Documentation › Trackers

Introduction

You may want to subscribe transversally to any entry that matches a certain query, rather than subscribing to single feeds. The most common use case is to subscribe to any entry which matches a given keyword.

Only the “Tracker” users can use track feeds. However, the API calls for subscribing, unsubscribing, listing or retrieving past entries are the same that “Subscriber” users can use for regular feeds, using either the PubSubHubbub API or the XMPP API.

Building Track Feeds

Track feeds are virtual feeds in a sense that they’re generated on the fly as long as their URL matches the following criteria:

  • Can be http or https
  • Uses the track.superfeedr.com hostname
  • Has a query query string param whose value is the query itself.

Here’s an example of track feed: http://track.superfeedr.com/?query=superfeedr. You can also use a format query string with atom or json as values. You should refer to our schema section for details on both ATOM and JSON.

Queries

Queries are the equivalent of search queries. They contain several members separated by spaces. Each member is either a keyword or a flag with an associated value. Spaces are interpreted as AND.

Some special characters are also supported:

  • + signifies AND operation
  • - negates the following member
  • | signifies OR operation
  • " (quote) wraps a number of tokens to signify a phrase for searching
  • ( and ) indicate precedence

Here are valid examples of queries:

Query Details
superfeedr will match any mention of superfeedr
laurel hardy will match any menion of laurel AND hardy in the same document. Both words can be appart.
romeo -juliette will match any mention of romeo that does not have a mention of juliette
paris (texas | france) will match any mention of paris along with texas or france.
"new york" will match any mention of new york (with new and york being consecutive.)
"AAPL" will match any mention of AAPL but not aapl.

Site

The site: flag allows you to define from which site the content must have been published. The value needs to be any domain or subdomain and will match the host from which the content has been published.

The value is a hostname (full domain or subdomain) of the publishing site. You can add at most one site: per query.

Examples:

Query Details
pubsubhubbub site:blog.superfeedr.com will match any mention of pubsubhubbub published on our blog.
superfeedr site:techmeme.com will match any mention of superfeedr published on Techmeme

You can use the negation of this flag by using -site: as a flag. In this case, however, you can use several -site: flags.

This is useful when refining tracking feeds for which a lot of content is coming from the same sources.

Query Details
apple -site:techmeme.com -site:techcrunch.com will match any mention of apple unless they're from either Techmeme or Techcrunch.

The link: flag allows you to select only the documents which include a link to a a specific page, or a domain.

You can add at most one link: per query.

Query Details
link:https://superfeedr.com/ Only entries with a link to our home page.
link:runscope.com Only entries with a link to any page with the runscope.com domains.

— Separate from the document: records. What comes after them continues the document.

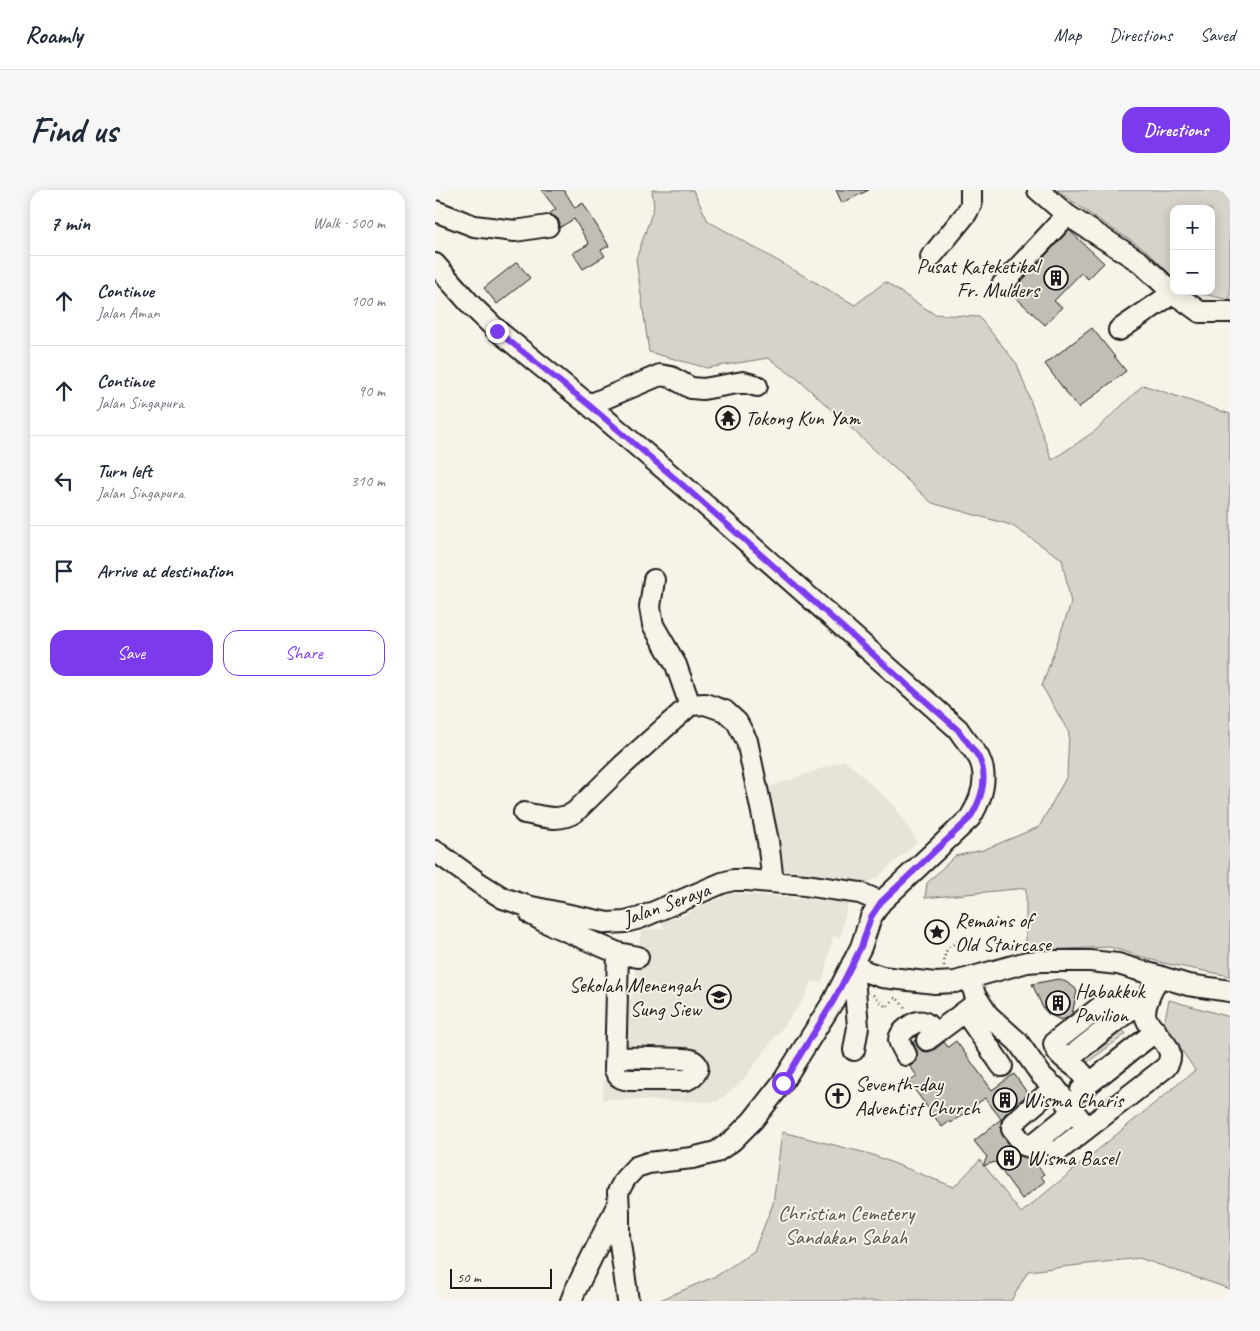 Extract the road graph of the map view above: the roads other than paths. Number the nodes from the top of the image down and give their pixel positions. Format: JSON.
{"nodes":[{"id":1,"x":971,"y":190,"type":"edge"},
{"id":2,"x":1038,"y":190,"type":"edge"},
{"id":3,"x":435,"y":211,"type":"edge"},
{"id":4,"x":1067,"y":214,"type":"junction"},
{"id":5,"x":548,"y":226,"type":"dead end"},
{"id":6,"x":931,"y":256,"type":"dead end"},
{"id":7,"x":435,"y":264,"type":"edge"},
{"id":8,"x":1002,"y":285,"type":"dead end"},
{"id":9,"x":1170,"y":291,"type":"edge"},
{"id":10,"x":1172,"y":295,"type":"edge"},
{"id":11,"x":1174,"y":295,"type":"edge"},
{"id":12,"x":1230,"y":312,"type":"edge"},
{"id":13,"x":1119,"y":330,"type":"dead end"},
{"id":14,"x":757,"y":386,"type":"dead end"},
{"id":15,"x":589,"y":405,"type":"junction"},
{"id":16,"x":654,"y":580,"type":"dead end"},
{"id":17,"x":690,"y":705,"type":"junction"},
{"id":18,"x":524,"y":813,"type":"dead end"},
{"id":19,"x":435,"y":851,"type":"edge"},
{"id":20,"x":773,"y":882,"type":"junction"},
{"id":21,"x":503,"y":898,"type":"junction"},
{"id":22,"x":881,"y":902,"type":"junction"},
{"id":23,"x":852,"y":964,"type":"junction"},
{"id":24,"x":1159,"y":976,"type":"junction"},
{"id":25,"x":970,"y":978,"type":"junction"},
{"id":26,"x":1230,"y":991,"type":"edge"},
{"id":27,"x":1143,"y":1002,"type":"junction"},
{"id":28,"x":972,"y":1007,"type":"junction"},
{"id":29,"x":1155,"y":1031,"type":"junction"},
{"id":30,"x":854,"y":1050,"type":"dead end"},
{"id":31,"x":616,"y":1057,"type":"dead end"},
{"id":32,"x":903,"y":1057,"type":"dead end"},
{"id":33,"x":1002,"y":1066,"type":"dead end"},
{"id":34,"x":1090,"y":1083,"type":"junction"},
{"id":35,"x":1065,"y":1100,"type":"junction"},
{"id":36,"x":1087,"y":1128,"type":"junction"},
{"id":37,"x":1039,"y":1140,"type":"junction"},
{"id":38,"x":618,"y":1203,"type":"junction"},
{"id":39,"x":571,"y":1301,"type":"edge"},
{"id":40,"x":627,"y":1301,"type":"edge"}],
"edges":[{"from":1,"to":6,"type":"street"},
{"from":2,"to":4,"type":"street"},
{"from":3,"to":5,"type":"street"},
{"from":4,"to":8,"type":"street"},
{"from":4,"to":9,"type":"street"},
{"from":7,"to":15,"type":"street"},
{"from":10,"to":13,"type":"street"},
{"from":11,"to":12,"type":"street"},
{"from":14,"to":15,"type":"street"},
{"from":15,"to":22,"type":"street"},
{"from":16,"to":17,"type":"street"},
{"from":17,"to":18,"type":"street"},
{"from":17,"to":20,"type":"street"},
{"from":19,"to":21,"type":"street","name":"Jalan Seraya"},
{"from":20,"to":21,"type":"street","name":"Jalan Seraya"},
{"from":20,"to":22,"type":"street","name":"Jalan Seraya"},
{"from":21,"to":31,"type":"street"},
{"from":22,"to":23,"type":"street"},
{"from":23,"to":25,"type":"street"},
{"from":23,"to":30,"type":"street"},
{"from":23,"to":38,"type":"street"},
{"from":24,"to":25,"type":"street"},
{"from":24,"to":26,"type":"street"},
{"from":24,"to":27,"type":"street"},
{"from":25,"to":28,"type":"street"},
{"from":27,"to":29,"type":"street"},
{"from":27,"to":34,"type":"street"},
{"from":28,"to":32,"type":"street"},
{"from":28,"to":33,"type":"street"},
{"from":28,"to":35,"type":"street"},
{"from":29,"to":34,"type":"street"},
{"from":29,"to":36,"type":"street"},
{"from":34,"to":35,"type":"street"},
{"from":35,"to":36,"type":"street"},
{"from":35,"to":37,"type":"street"},
{"from":35,"to":37,"type":"street"},
{"from":36,"to":37,"type":"street"},
{"from":38,"to":39,"type":"street"},
{"from":38,"to":40,"type":"street"}]}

Similarly to site, You can use the negation of this flag by using -link: as a flag. You can have multiple -link: values.

Query Details
pubsubhubbub -link:superfeedr.com -link:google.com will match any mention of pubsubhubbub unless it points to either superfeedr.com or google.com.

Language

Superfeedr is able to extract the language of every entry individually. This means you can filter entries matching a specific language or excluse those from specific languages using -language. A given entry cannot have more than one language, which mean you can’t use more than one language operand. However, you can exclude multiple languages using multiple -language operands. The value should be the 2 letter value of the language using ISO_639-1.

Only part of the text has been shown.